Articulation Agreements are formal agreements between two or more Colleges and Universities documenting the transfer policies for a specific academic program or degree. Jackson College has articulation agreements in accounting with the following colleges and universities.

  • Entrepreneurship – Eastern Michigan University

    Entrepreneurship Associate in Applied Science degree at Jackson College to a Bachelor of Business Administration with any Business major at Eastern Michigan University.

    JC students who complete an associate degree, complete the courses outline in the guidesheet with a grade of ‘C’ or better, and satisfy EMU’s admissions requirements will be accepted into the articulation agreement.

    Under this agreement, EMU will waive the 60-credit hour rule and require that a minimum of 45 credits be completed in courses offered by EMU. This allows students to complete more than 60 credit hours at JC, and have those hours applied toward their bachelor’s degree.

    Students with a community college GPA of 2.5 or higher, who have completed the EMU pre-admission business foundation courses (with exception of IS 215 and DS 265 or DS 251) will receive conditional admission to the College of Business at EMU.

    Articulation Effective Dates: September 1, 2021 – August 31, 2023


    General Education/MTA Requirements
    Course # Course Name Credits Prerequisites Notes
    ANT 131 Cultural Anthropology 3 ENG 085*

    Cultural anthropology is a one semester introductory course. The course focuses on the thesis that every society is based on an integrated culture, which satisfies human needs and facilitates survival. The course also explores the ways in which our own culture fits into the broad range of human possibilities.

    COM 240 Interpersonal Communication 3 ENG 085, ENG 091

    (FORMERLY SPH 240) Students will learn to improve communication in one-on-one and small group situations. In this course, students will examine basic verbal and non-verbal elements affecting communication between individuals in family, peer group and work contexts. Specific units of discussion include intrapersonal perspective, conflict resolution, self-disclosure, message generation, intercultural messages and non-verbal communication.

    ECN 231 Macroeconomics 3 ENG 101* and MAT 135 (Preferred), MAT 133 or MAT 139 Accepted

    This course covers macroeconomics and explains the operation of free markets, the role of government in the economy, measurement of the national product, inflation and unemployment, monetary and fiscal policy, and economic growth.

    ENG 131 Writing Experience I 3 ENG 085 and ENG 091

    This is an intensive writing course. Narrative and descriptive modes are stressed. Basic research strategies are introduced. An end-of-the-semester portfolio is required.

    ENG 249 African-American Literature 3 ENG 085* and ENG 131

    Survey of the literature of African-American writers. Emphasis is on the major writers in narrative, poetry, fiction, essay and drama.

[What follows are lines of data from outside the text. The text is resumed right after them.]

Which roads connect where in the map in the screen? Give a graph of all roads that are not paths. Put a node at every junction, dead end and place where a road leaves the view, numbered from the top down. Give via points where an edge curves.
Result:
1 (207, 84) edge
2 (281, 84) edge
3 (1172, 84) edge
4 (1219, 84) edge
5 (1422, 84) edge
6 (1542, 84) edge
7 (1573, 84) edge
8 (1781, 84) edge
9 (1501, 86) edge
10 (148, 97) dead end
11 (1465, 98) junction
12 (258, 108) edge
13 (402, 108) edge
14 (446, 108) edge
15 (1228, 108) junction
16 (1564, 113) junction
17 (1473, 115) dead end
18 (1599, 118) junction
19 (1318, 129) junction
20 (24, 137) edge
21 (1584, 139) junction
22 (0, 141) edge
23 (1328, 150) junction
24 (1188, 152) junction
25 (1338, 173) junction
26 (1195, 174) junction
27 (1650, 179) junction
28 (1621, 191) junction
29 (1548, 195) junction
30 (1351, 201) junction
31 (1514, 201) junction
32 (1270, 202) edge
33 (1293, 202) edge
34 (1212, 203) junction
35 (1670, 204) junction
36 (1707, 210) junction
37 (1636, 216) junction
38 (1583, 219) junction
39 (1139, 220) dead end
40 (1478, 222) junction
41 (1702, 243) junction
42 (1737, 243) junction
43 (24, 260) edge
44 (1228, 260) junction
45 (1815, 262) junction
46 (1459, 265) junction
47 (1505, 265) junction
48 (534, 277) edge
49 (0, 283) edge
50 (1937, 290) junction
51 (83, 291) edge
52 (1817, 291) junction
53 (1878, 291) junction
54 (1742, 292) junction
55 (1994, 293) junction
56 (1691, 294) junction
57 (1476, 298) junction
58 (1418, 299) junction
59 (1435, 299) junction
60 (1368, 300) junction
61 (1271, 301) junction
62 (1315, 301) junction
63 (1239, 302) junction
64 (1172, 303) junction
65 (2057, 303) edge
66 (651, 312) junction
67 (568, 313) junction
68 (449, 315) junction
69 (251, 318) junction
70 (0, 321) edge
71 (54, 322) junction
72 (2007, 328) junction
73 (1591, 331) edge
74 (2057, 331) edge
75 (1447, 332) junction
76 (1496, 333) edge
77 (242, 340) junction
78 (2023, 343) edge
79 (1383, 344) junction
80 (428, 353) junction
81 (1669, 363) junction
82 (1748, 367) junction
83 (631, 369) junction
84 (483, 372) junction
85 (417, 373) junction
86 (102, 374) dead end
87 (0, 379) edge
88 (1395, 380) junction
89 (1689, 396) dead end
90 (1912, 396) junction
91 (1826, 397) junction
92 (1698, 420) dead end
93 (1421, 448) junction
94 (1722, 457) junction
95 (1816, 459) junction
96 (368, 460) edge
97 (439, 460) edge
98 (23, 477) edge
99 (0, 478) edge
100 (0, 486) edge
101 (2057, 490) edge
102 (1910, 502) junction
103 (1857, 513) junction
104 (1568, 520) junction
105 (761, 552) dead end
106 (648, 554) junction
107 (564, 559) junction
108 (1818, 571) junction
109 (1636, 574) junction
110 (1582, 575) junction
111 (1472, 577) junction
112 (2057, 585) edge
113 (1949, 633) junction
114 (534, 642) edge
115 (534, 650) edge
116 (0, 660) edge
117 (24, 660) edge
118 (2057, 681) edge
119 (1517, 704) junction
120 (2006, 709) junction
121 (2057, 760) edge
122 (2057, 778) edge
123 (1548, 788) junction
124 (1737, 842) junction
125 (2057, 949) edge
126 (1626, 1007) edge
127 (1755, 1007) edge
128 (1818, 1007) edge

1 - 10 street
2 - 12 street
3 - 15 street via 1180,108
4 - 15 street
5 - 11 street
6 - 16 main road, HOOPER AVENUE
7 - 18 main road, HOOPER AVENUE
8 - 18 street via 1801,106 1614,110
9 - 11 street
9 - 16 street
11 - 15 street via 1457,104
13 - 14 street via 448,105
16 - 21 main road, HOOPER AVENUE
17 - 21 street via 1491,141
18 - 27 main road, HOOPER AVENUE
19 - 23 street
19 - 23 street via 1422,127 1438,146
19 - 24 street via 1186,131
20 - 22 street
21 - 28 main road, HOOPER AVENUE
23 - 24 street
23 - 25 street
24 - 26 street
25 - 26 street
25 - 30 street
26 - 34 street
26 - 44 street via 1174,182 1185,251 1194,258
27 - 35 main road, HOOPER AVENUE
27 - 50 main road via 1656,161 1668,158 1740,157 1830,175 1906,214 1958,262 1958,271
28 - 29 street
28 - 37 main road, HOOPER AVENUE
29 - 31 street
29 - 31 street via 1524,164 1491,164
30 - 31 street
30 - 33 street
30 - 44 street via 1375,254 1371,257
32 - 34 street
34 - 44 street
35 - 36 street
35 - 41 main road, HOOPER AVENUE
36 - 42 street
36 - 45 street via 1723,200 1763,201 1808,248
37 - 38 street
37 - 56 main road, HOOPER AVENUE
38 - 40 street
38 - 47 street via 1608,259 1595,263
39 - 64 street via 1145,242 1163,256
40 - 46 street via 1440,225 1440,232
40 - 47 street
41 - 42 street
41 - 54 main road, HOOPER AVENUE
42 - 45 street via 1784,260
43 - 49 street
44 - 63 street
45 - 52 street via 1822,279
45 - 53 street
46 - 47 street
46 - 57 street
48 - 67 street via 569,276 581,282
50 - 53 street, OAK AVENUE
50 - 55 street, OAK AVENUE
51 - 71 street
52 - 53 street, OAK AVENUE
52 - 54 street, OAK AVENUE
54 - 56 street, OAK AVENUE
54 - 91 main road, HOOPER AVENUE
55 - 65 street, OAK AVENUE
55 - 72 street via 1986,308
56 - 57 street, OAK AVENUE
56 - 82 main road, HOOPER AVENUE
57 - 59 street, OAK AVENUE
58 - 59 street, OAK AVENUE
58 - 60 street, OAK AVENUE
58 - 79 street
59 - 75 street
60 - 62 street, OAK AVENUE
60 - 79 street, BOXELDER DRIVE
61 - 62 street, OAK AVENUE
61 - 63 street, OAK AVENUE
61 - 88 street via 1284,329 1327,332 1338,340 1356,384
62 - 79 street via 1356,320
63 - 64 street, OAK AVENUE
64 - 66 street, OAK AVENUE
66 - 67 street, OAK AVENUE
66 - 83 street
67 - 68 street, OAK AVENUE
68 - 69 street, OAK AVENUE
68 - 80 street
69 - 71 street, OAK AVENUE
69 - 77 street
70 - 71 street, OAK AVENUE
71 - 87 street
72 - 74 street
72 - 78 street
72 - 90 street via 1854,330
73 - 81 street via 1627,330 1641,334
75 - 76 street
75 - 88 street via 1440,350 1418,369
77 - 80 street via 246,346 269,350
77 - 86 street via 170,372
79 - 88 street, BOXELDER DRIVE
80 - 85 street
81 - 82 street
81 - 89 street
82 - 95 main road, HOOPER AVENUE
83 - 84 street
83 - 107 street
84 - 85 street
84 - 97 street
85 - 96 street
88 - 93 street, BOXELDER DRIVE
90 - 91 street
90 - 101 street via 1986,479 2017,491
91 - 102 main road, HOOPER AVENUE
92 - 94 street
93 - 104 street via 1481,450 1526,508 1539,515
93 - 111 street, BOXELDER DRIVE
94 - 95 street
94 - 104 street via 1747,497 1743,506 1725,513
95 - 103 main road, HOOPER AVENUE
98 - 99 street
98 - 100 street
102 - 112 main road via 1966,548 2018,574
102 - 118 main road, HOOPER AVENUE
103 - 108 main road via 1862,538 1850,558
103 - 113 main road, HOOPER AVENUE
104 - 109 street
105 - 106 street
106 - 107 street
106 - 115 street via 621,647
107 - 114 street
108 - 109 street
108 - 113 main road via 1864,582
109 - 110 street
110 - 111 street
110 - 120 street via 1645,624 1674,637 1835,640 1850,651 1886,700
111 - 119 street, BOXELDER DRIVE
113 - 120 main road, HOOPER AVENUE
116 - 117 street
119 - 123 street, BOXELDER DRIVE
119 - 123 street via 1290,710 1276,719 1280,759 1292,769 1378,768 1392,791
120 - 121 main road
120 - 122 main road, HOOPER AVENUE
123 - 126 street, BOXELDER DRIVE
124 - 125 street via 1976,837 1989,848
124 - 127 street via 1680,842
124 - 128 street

    GEL 109 Earth Science 4 ENG 085*, ENG 090* and MAT 033* or higher

    This course serves as a foundation for the Earth sciences and Earth science majors. Emphasis is placed on laboratory experience and class discussions to reinforce scientific principles. Earth science case studies are covered in detail. In laboratory, the students will learn how to apply basic scientific principles through active learning and application. This course has a laboratory component.

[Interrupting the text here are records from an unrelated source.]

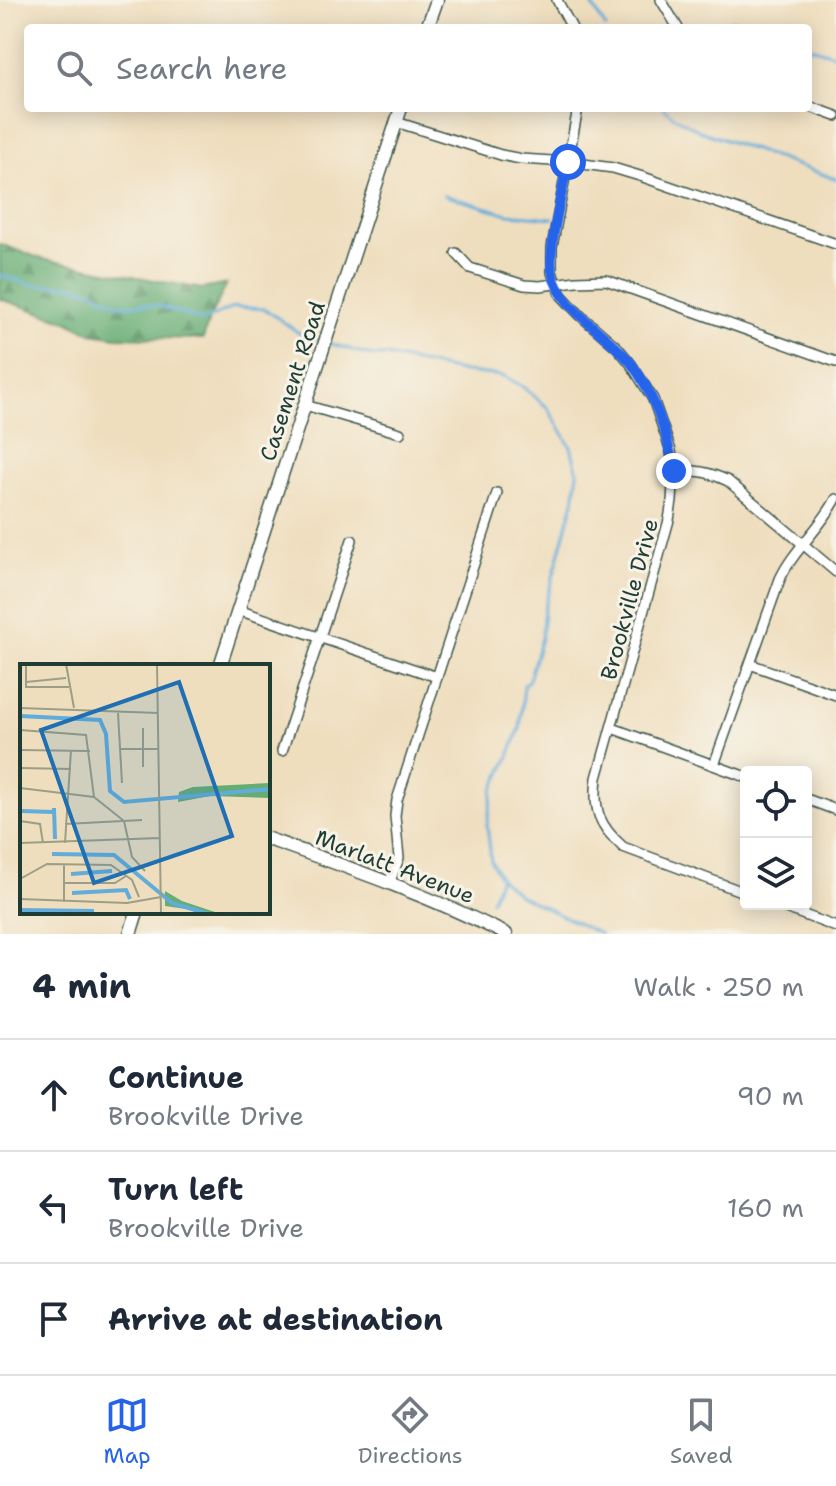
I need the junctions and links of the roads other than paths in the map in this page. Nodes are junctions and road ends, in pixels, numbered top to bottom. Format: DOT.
graph roads {
  1 [pos="437,0"];
  2 [pos="557,0"];
  3 [pos="661,0"];
  4 [pos="428,24"];
  5 [pos="570,24"];
  6 [pos="676,24"];
  7 [pos="812,107"];
  8 [pos="400,112"];
  9 [pos="577,112"];
  10 [pos="836,116"];
  11 [pos="396,122"];
  12 [pos="568,162"];
  13 [pos="836,244"];
  14 [pos="456,253"];
  15 [pos="556,284"];
  16 [pos="836,362"];
  17 [pos="305,405"];
  18 [pos="400,433"];
  19 [pos="674,471"];
  20 [pos="497,493"];
  21 [pos="836,499"];
  22 [pos="352,540"];
  23 [pos="803,544"];
  24 [pos="836,572"];
  25 [pos="238,610"];
  26 [pos="319,637"];
  27 [pos="221,664"];
  28 [pos="750,664"];
  29 [pos="437,677"];
  30 [pos="836,695"];
  31 [pos="612,728"];
  32 [pos="282,751"];
  33 [pos="714,765"];
  34 [pos="740,775"];
  35 [pos="812,801"];
  36 [pos="836,810"];
  37 [pos="270,840"];
  38 [pos="390,881"];
  39 [pos="740,891"];
  40 [pos="791,910"];
  41 [pos="136,914"];
  42 [pos="836,927"];
  43 [pos="130,934"];
  44 [pos="506,934"];
  1 -- 4 [label="street"];
  2 -- 5 [label="street"];
  3 -- 6 [label="street"];
  7 -- 10 [label="street"];
  8 -- 11 [label="street, Casement Road"];
  9 -- 12 [label="street"];
  11 -- 12 [label="street"];
  11 -- 17 [label="street, Casement Road"];
  12 -- 13 [label="street"];
  12 -- 15 [label="street"];
  14 -- 15 [label="street"];
  15 -- 16 [label="street"];
  15 -- 19 [label="street, Brookville Drive"];
  17 -- 18 [label="street"];
  17 -- 25 [label="street, Casement Road"];
  19 -- 23 [label="street"];
  19 -- 31 [label="street, Brookville Drive"];
  20 -- 29 [label="street"];
  21 -- 23 [label="street"];
  22 -- 26 [label="street"];
  23 -- 24 [label="street"];
  23 -- 28 [label="street"];
  25 -- 26 [label="street"];
  25 -- 27 [label="street, Casement Road"];
  26 -- 29 [label="street"];
  26 -- 32 [label="street"];
  28 -- 30 [label="street"];
  28 -- 33 [label="street"];
  29 -- 38 [label="street"];
  31 -- 33 [label="street"];
  31 -- 39 [label="street, Brookville Drive"];
  33 -- 34 [label="street"];
  35 -- 36 [label="street"];
  37 -- 38 [label="street, Marlatt Avenue"];
  38 -- 44 [label="street, Marlatt Avenue"];
  40 -- 42 [label="street"];
  41 -- 43 [label="street"];
}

    HUM 131 Cultural Connections 3 ENG 085 and ENG 091

    This interdisciplinary course examines contemporary issues, their human and technological components, and their historical precedents through art, music, literature and philosophy.

    MAT 133 Introduction to Probability & Statistics 4 MAT 033* or MAT 131 or higher

    (FORMERLY MTH 133) (SAME AS CIS 203 AND PSY 144) This course is an introduction to experimental design, data representation, basic descriptive statistics, probability theorems, frequency distributions and functions, binomial and normal probability distributions and functions, probability density functions, hypothesis testing, statistical inference, Chi-square analysis, linear regression, correlation and application of the above in making informed, data driven decisions in real-world contexts. Both graphing calculators and computer-based statistical software (Microsoft® Excel) will be used. If the prerequisite is more than two years old, then the mathematics department recommends the course placement exam be taken or the prerequisite be retaken to ensure the success of the student.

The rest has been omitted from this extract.